**REQUIRED ACTION**
Going through the entries below, count each line that holds "East" and give only the total.

▽

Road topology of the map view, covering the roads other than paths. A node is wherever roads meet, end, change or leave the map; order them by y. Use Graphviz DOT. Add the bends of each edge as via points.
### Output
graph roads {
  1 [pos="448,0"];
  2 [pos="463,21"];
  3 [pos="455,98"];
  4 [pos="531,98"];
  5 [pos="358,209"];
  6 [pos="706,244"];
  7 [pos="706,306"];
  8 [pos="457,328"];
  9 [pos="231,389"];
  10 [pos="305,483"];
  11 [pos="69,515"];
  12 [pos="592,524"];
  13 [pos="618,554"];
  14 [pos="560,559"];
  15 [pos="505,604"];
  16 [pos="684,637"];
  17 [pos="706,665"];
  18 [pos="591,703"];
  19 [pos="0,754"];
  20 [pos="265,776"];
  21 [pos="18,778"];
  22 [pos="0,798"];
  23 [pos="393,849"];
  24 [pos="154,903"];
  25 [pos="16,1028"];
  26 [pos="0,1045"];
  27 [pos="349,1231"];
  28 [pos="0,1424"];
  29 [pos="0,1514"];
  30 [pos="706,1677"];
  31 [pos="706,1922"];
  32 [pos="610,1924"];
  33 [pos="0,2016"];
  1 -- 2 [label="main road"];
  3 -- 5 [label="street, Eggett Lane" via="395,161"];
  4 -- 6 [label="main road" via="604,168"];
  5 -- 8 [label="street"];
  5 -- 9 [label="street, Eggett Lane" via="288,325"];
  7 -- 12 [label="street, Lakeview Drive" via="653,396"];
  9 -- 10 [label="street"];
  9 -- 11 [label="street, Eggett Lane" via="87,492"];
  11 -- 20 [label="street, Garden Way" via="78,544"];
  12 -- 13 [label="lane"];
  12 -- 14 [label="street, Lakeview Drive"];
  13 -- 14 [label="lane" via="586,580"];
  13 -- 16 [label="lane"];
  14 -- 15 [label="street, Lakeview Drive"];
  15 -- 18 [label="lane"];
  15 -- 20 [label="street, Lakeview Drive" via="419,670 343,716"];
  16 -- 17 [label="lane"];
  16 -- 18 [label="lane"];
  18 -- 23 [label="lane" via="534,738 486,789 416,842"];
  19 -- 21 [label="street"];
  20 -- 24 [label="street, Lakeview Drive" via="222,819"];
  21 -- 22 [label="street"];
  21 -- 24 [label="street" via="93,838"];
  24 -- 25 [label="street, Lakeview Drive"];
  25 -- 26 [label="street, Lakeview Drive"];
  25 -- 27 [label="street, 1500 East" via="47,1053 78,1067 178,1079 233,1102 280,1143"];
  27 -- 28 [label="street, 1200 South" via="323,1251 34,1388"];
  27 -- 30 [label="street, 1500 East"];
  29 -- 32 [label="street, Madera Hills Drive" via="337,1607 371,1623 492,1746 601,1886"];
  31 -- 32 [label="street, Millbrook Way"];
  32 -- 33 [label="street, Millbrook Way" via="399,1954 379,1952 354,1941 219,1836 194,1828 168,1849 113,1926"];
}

△

**WRITTEN RESPONSE**
2